Furthermore, the sub-analysis has shown that TRT demonstrated promise in alleviating depressive symptoms, particularly mood and energy levels, significantly improved sexual activity, sexual function and hypogonadal symptoms; corrected anaemia in hypogonadal men with the condition and provided robust evidence on prostate safety.
These findings contribute vital insights for clinical decision-making regarding TRT in middle-aged and older men with hypogonadism and enable a more informed evaluation of the potential benefits and risks in this population.
References
- Barone B, Napolitano L, Abate M, et al. The Role of Testosterone in the Elderly: What Do We Know? Int J Mol Sci, 2022.

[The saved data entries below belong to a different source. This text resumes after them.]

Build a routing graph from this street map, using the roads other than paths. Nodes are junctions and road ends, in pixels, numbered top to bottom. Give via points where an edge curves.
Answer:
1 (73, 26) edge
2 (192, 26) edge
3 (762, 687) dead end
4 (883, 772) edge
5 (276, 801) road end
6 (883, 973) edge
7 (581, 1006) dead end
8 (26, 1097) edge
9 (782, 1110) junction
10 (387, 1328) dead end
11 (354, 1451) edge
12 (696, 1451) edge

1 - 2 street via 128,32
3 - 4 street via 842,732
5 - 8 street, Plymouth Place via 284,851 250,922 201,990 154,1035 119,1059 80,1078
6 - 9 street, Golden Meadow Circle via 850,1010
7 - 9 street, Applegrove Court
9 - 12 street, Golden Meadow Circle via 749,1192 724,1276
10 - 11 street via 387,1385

- Cohen J, Nassau DE, Patel P, Ramasamy R. Low Testosterone in Adolescents & Young Adults. Front Endocrinol (Lausanne), 2020.
- Grober ED. Testosterone deficiency and replacement: Myths and realities. Can Urol Assoc J, 2014.

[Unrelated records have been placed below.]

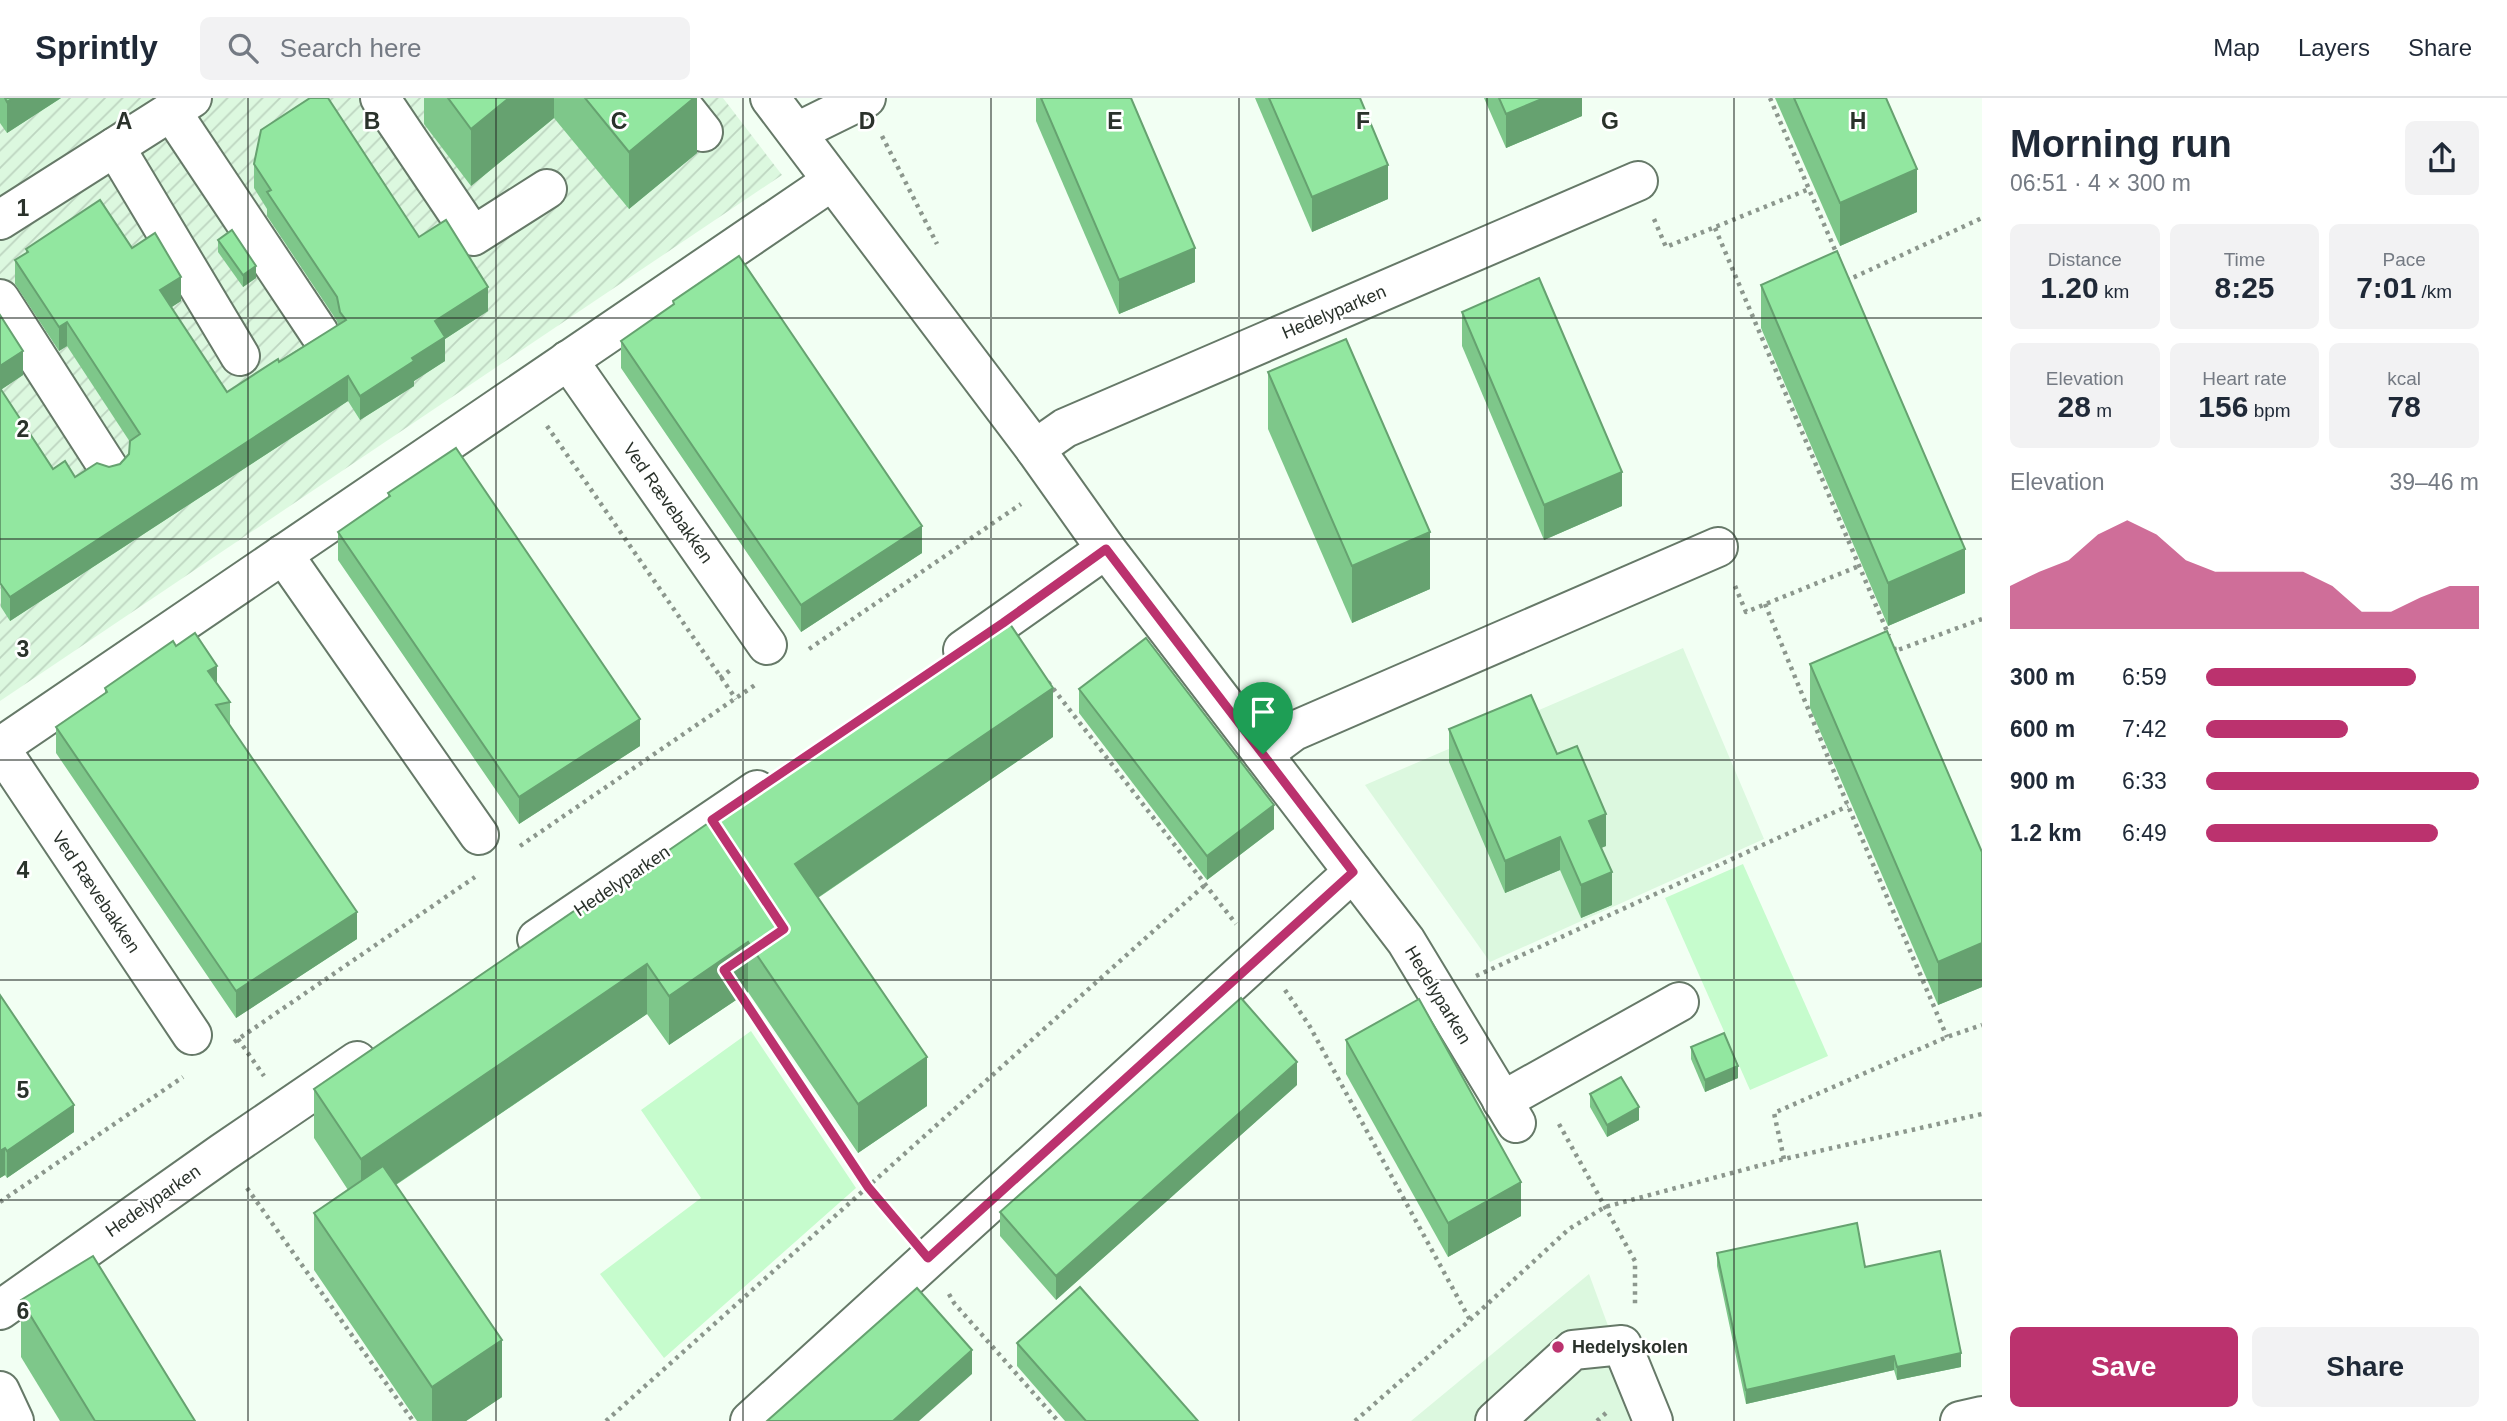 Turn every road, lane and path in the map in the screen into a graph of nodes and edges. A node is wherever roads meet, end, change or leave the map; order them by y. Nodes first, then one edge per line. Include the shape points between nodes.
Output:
1 (676, 98) edge
2 (770, 98) edge
3 (866, 98) edge
4 (1770, 98) edge
5 (394, 103) edge
6 (182, 105) edge
7 (703, 132) dead end
8 (797, 132) junction
9 (115, 147) junction
10 (832, 181) junction
11 (1638, 181) joint
12 (547, 189) dead end
13 (1809, 189) junction
14 (1982, 218) edge
15 (0, 220) edge
16 (1715, 228) junction
17 (0, 299) edge
18 (319, 333) edge
19 (240, 356) dead end
20 (568, 360) junction
21 (523, 391) junction
22 (1046, 464) junction
23 (109, 469) edge
24 (1718, 547) joint
25 (1106, 549) junction
26 (283, 554) junction
27 (1859, 566) junction
28 (1765, 604) junction
29 (1982, 619) edge
30 (784, 650) joint
31 (936, 669) edge
32 (757, 684) dead end
33 (736, 699) junction
34 (0, 748) edge
35 (1263, 754) junction
36 (790, 767) edge
37 (1848, 806) junction
38 (519, 847) dead end
39 (482, 853) joint
40 (1353, 872) junction
41 (1206, 884) dead end
42 (505, 961) edge
43 (1476, 976) dead end
44 (739, 993) edge
45 (1679, 1002) dead end
46 (1982, 1025) edge
47 (192, 1035) dead end
48 (1947, 1037) junction
49 (390, 1039) edge
50 (228, 1046) dead end
51 (185, 1075) dead end
52 (1982, 1114) edge
53 (222, 1153) junction
54 (1784, 1159) junction
55 (868, 1187) junction
56 (0, 1202) edge
57 (928, 1258) junction
58 (0, 1310) edge
59 (0, 1391) edge
60 (1982, 1416) edge
61 (14, 1421) edge
62 (413, 1421) edge
63 (606, 1421) edge
64 (750, 1421) edge
65 (1058, 1421) edge
66 (1355, 1421) edge
67 (1495, 1421) edge
68 (1653, 1421) edge
69 (1960, 1421) edge

1 - 7 street
2 - 8 street, Hedelyparken
3 - 8 street
4 - 13 path
5 - 12 street via 473,236
6 - 9 street
6 - 18 street
8 - 10 street, Hedelyparken
9 - 15 street
9 - 19 street
10 - 20 street, Ved Rævebakken
10 - 22 street, Hedelyparken
11 - 16 path via 1666,247
11 - 22 street, Hedelyparken via 1065,428
13 - 14 path via 1848,280
13 - 16 path
16 - 27 path
17 - 23 street
20 - 21 street, Ved Rævebakken
20 - 30 street, Ved Rævebakken
21 - 26 street, Ved Rævebakken
21 - 33 path
22 - 25 street, Hedelyparken
22 - 30 path
24 - 28 path via 1746,611
24 - 35 street via 1294,732
25 - 31 street
25 - 35 street, Hedelyparken
26 - 34 street, Ved Rævebakken
26 - 39 street
27 - 28 path
27 - 29 path via 1895,651
28 - 37 path
32 - 33 path
33 - 38 path
34 - 47 street, Ved Rævebakken
35 - 40 street, Hedelyparken
36 - 42 street, Hedelyparken
37 - 43 path
37 - 48 path
39 - 50 path
40 - 45 street, Hedelyparken via 1406,941 1509,1112
40 - 57 street
41 - 55 path
44 - 55 path
46 - 48 path
48 - 54 path via 1774,1113
49 - 53 street, Hedelyparken
51 - 56 path
52 - 54 path
53 - 58 street, Hedelyparken
53 - 62 path
54 - 66 path via 1605,1207 1569,1229
55 - 57 path
55 - 63 path
57 - 64 street
57 - 65 path via 954,1303
59 - 61 street
60 - 69 street
67 - 68 street via 1573,1350 1622,1345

- Lincoff AM, Bhasin S, Flevaris P, et al. Cardiovascular Safety of Testosterone-Replacement Therapy. NEJM, 2023.
- Bhasin S, Travison TG, Pencina KM, et al. Prostate Safety Events During Testosterone Replacement Therapy in Men with Hypogonadism: A Randomized Clinical Trial. JAMA Netw Open, 2023.
- Pencina KM, Travison TG, Cunningham GR, et al. Effect of Testosterone Replacement Therapy on Sexual Function and Hypogonadal Symptoms in Men with Hypogonadism. J Clin Endocrinol Metab, 2024.
- Pencina KM, Travison TG, Artz AS, et al. Efficacy of Testosterone Replacement Therapy in Correcting Anemia in Men with Hypogonadism: A Randomized Clinical Trial. JAMA Netw Open, 2023.
- Snyder PJ, Bauer DC, Ellenberg SS, et al. Testosterone Treatment and Fractures in Men with Hypogonadism. N Engl J Med, 2024.